Villarbasse massacre took place on November 20, 1945, in Villarbasse — about 20 km from Turin — where four men from Sicily (Pietro Lala, Giovanni D'Ignoti, Giovanni Puleo, and Francesco La Barbera) killed ten people: the men were sentenced to death, for the last application of capital punishment in Italy.

Background 
In November 1945, just after the end of World War II, Pietro Lala (aged 20) quit his job in a farm — known as "cascina Simonetto" — pretending an inheritance he was given by his family in Sicily. During the night between November 20 and 21, helped by his accomplices, entered into the farm to carry out a robbery: the group clubbed ten people and threw them, still alive, down a well. After committing the robbery, they also stole clothes, food and  Liras each.

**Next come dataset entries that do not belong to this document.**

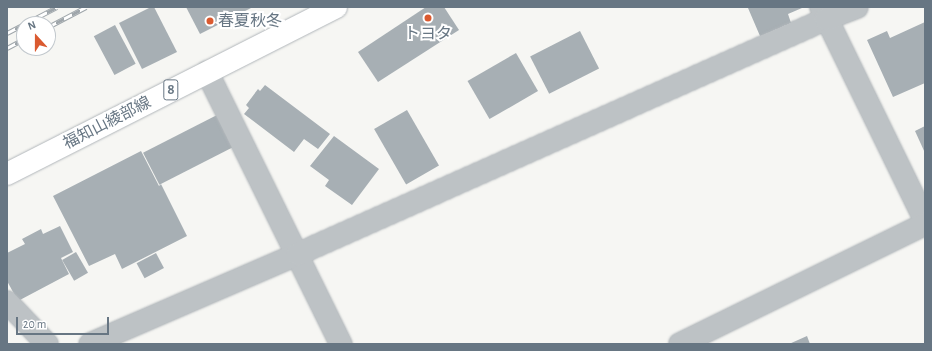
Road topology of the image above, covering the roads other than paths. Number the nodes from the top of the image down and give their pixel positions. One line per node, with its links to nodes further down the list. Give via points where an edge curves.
1 (336, 7): 4 (main road, 福知山綾部線 / 8)
2 (857, 7): 3 (street)
3 (823, 13): 6 (street); 8 (street)
4 (207, 72): 5 (main road, 福知山綾部線 / 8); 8 (street)
5 (7, 174)
6 (925, 220)
7 (925, 224): 13 (street)
8 (298, 254): 11 (street); 12 (street)
9 (7, 302): 10 (street)
10 (47, 344)
11 (90, 344)
12 (341, 344)
13 (680, 344)

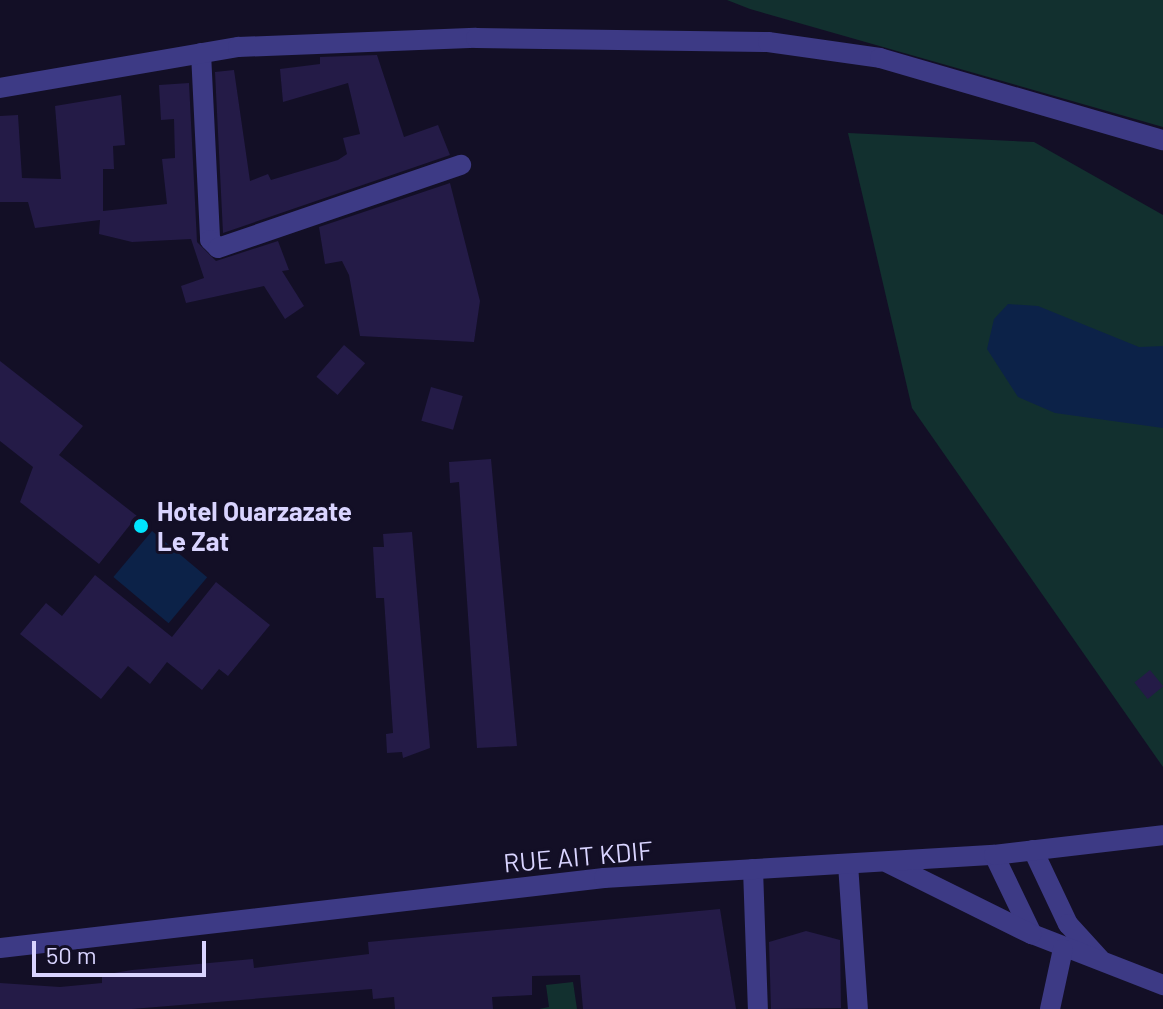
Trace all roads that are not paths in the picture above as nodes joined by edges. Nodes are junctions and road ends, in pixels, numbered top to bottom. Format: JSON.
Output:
{"nodes":[{"id":1,"x":201,"y":53,"type":"junction"},
{"id":2,"x":0,"y":88,"type":"edge"},
{"id":3,"x":1163,"y":140,"type":"edge"},
{"id":4,"x":461,"y":165,"type":"dead end"},
{"id":5,"x":1163,"y":835,"type":"edge"},
{"id":6,"x":1033,"y":850,"type":"junction"},
{"id":7,"x":994,"y":855,"type":"junction"},
{"id":8,"x":884,"y":861,"type":"junction"},
{"id":9,"x":848,"y":864,"type":"junction"},
{"id":10,"x":753,"y":869,"type":"junction"},
{"id":11,"x":1032,"y":934,"type":"junction"},
{"id":12,"x":5,"y":945,"type":"edge"},
{"id":13,"x":1063,"y":949,"type":"junction"},
{"id":14,"x":1100,"y":959,"type":"junction"},
{"id":15,"x":1159,"y":981,"type":"edge"},
{"id":16,"x":1056,"y":1003,"type":"edge"},
{"id":17,"x":758,"y":1009,"type":"edge"},
{"id":18,"x":858,"y":1009,"type":"edge"}],
"edges":[{"from":1,"to":2,"type":"street"},
{"from":1,"to":3,"type":"street"},
{"from":1,"to":4,"type":"street"},
{"from":5,"to":6,"type":"street","name":"RUE AIT KDIF"},
{"from":6,"to":7,"type":"street","name":"RUE AIT KDIF"},
{"from":6,"to":14,"type":"street"},
{"from":7,"to":8,"type":"street","name":"RUE AIT KDIF"},
{"from":7,"to":11,"type":"street"},
{"from":8,"to":9,"type":"street","name":"RUE AIT KDIF"},
{"from":8,"to":11,"type":"street"},
{"from":9,"to":10,"type":"street","name":"RUE AIT KDIF"},
{"from":9,"to":18,"type":"street"},
{"from":10,"to":12,"type":"street","name":"RUE AIT KDIF"},
{"from":10,"to":17,"type":"street"},
{"from":11,"to":13,"type":"street"},
{"from":13,"to":14,"type":"street"},
{"from":13,"to":16,"type":"street"},
{"from":14,"to":15,"type":"street"}]}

The victims' bodies were found days later, leading to investigations in which D'Ignoti, Puleo and La Barbera were caught; Lala came back to Sicily where — despite the alias of Francesco Saporito — he was killed on April 11, 1946, by the Mafia. On July 5, 1946, the Corte d'Assise sentenced to death the remaining guilty individuals.

Victims 
 Massimo Gianoli
 Teresa Delfino
 Antonio Ferrero
 Anna Varetto
 Renato Morra
 Fiorina Maffiotto
 Rosa Martinoli
 Marcello Gastaldi
 Gregorio Doleatto
 Domenico Rosso

Execution and aftermath 
The last execution in Italy for common crimes took place on March 4, 1947, at 7:45 AM when D'Ignoti, Puleo and La Barbera were shot to death in a rifle range by a 36-man firing squad. Enrico De Nicola refused to commute their sentences to life in prison.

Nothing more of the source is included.